### PROBLEM REQUIREMENTS
Set down the entries below exactly; drop the pictures.

### DATA TO EXAMINE
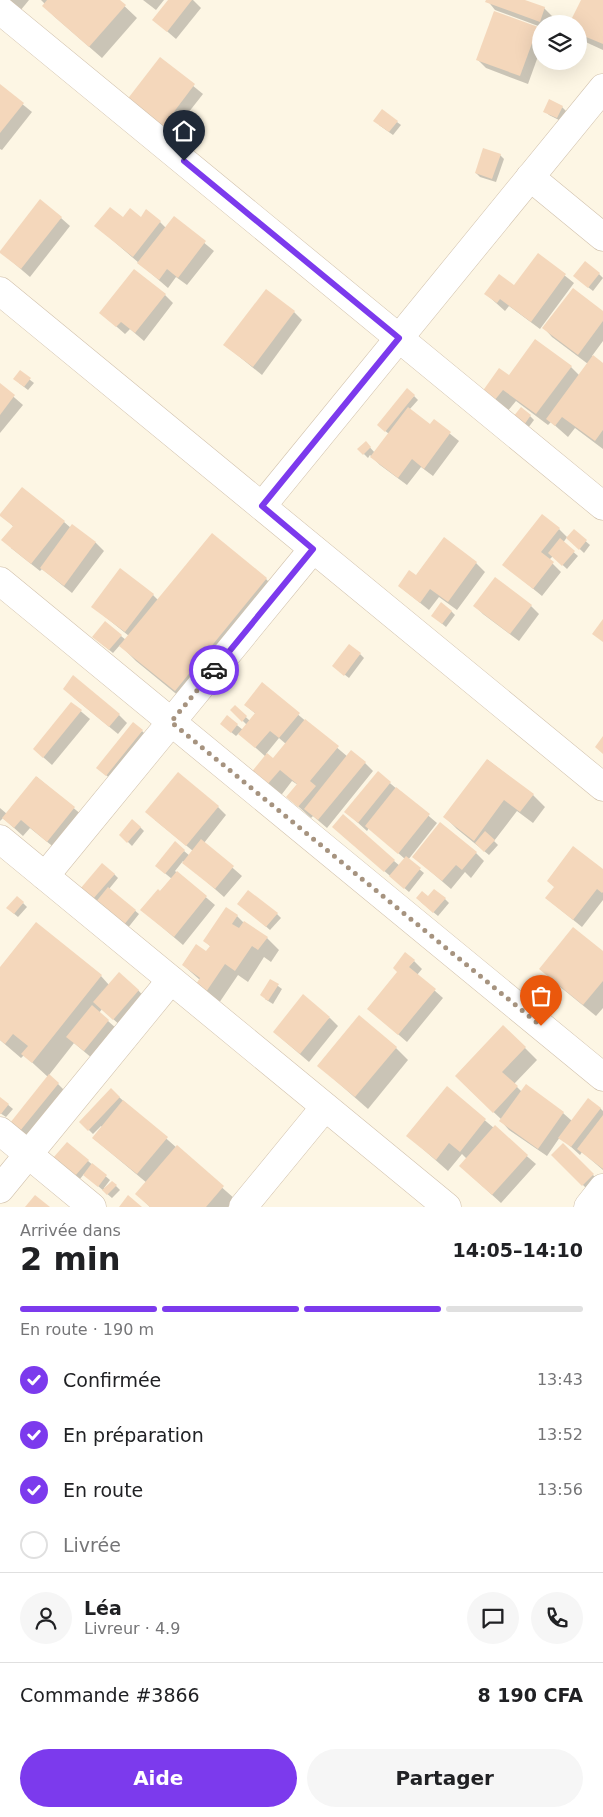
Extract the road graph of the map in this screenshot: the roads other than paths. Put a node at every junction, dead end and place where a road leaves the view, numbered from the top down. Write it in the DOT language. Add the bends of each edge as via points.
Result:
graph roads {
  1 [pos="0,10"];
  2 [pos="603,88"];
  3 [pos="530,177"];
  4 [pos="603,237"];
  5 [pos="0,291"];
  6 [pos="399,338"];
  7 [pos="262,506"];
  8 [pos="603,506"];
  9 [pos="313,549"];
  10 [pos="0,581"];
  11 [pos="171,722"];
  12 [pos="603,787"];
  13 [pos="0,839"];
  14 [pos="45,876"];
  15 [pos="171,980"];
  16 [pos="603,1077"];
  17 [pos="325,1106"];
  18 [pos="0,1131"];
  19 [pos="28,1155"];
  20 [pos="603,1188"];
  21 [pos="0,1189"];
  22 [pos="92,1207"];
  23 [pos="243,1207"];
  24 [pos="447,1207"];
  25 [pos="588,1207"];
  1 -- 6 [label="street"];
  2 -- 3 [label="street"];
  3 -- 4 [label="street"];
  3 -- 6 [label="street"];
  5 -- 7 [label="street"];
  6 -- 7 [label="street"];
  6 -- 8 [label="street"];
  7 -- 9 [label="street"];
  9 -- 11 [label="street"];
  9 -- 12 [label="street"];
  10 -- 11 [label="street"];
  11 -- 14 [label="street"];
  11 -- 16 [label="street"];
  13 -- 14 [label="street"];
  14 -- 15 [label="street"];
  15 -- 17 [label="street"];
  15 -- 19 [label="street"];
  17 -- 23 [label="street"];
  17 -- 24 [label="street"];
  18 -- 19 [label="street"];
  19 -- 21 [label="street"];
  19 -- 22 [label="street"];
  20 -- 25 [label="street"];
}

### EXERCISE ANSWER
Extract the road graph of the map in this screenshot: the roads other than paths. Put a node at every junction, dead end and place where a road leaves the view, numbered from the top down. Write it in the DOT language. Add the bends of each edge as via points.
Result:
graph roads {
  1 [pos="0,10"];
  2 [pos="603,88"];
  3 [pos="530,177"];
  4 [pos="603,237"];
  5 [pos="0,291"];
  6 [pos="399,338"];
  7 [pos="262,506"];
  8 [pos="603,506"];
  9 [pos="313,549"];
  10 [pos="0,581"];
  11 [pos="171,722"];
  12 [pos="603,787"];
  13 [pos="0,839"];
  14 [pos="45,876"];
  15 [pos="171,980"];
  16 [pos="603,1077"];
  17 [pos="325,1106"];
  18 [pos="0,1131"];
  19 [pos="28,1155"];
  20 [pos="603,1188"];
  21 [pos="0,1189"];
  22 [pos="92,1207"];
  23 [pos="243,1207"];
  24 [pos="447,1207"];
  25 [pos="588,1207"];
  1 -- 6 [label="street"];
  2 -- 3 [label="street"];
  3 -- 4 [label="street"];
  3 -- 6 [label="street"];
  5 -- 7 [label="street"];
  6 -- 7 [label="street"];
  6 -- 8 [label="street"];
  7 -- 9 [label="street"];
  9 -- 11 [label="street"];
  9 -- 12 [label="street"];
  10 -- 11 [label="street"];
  11 -- 14 [label="street"];
  11 -- 16 [label="street"];
  13 -- 14 [label="street"];
  14 -- 15 [label="street"];
  15 -- 17 [label="street"];
  15 -- 19 [label="street"];
  17 -- 23 [label="street"];
  17 -- 24 [label="street"];
  18 -- 19 [label="street"];
  19 -- 21 [label="street"];
  19 -- 22 [label="street"];
  20 -- 25 [label="street"];
}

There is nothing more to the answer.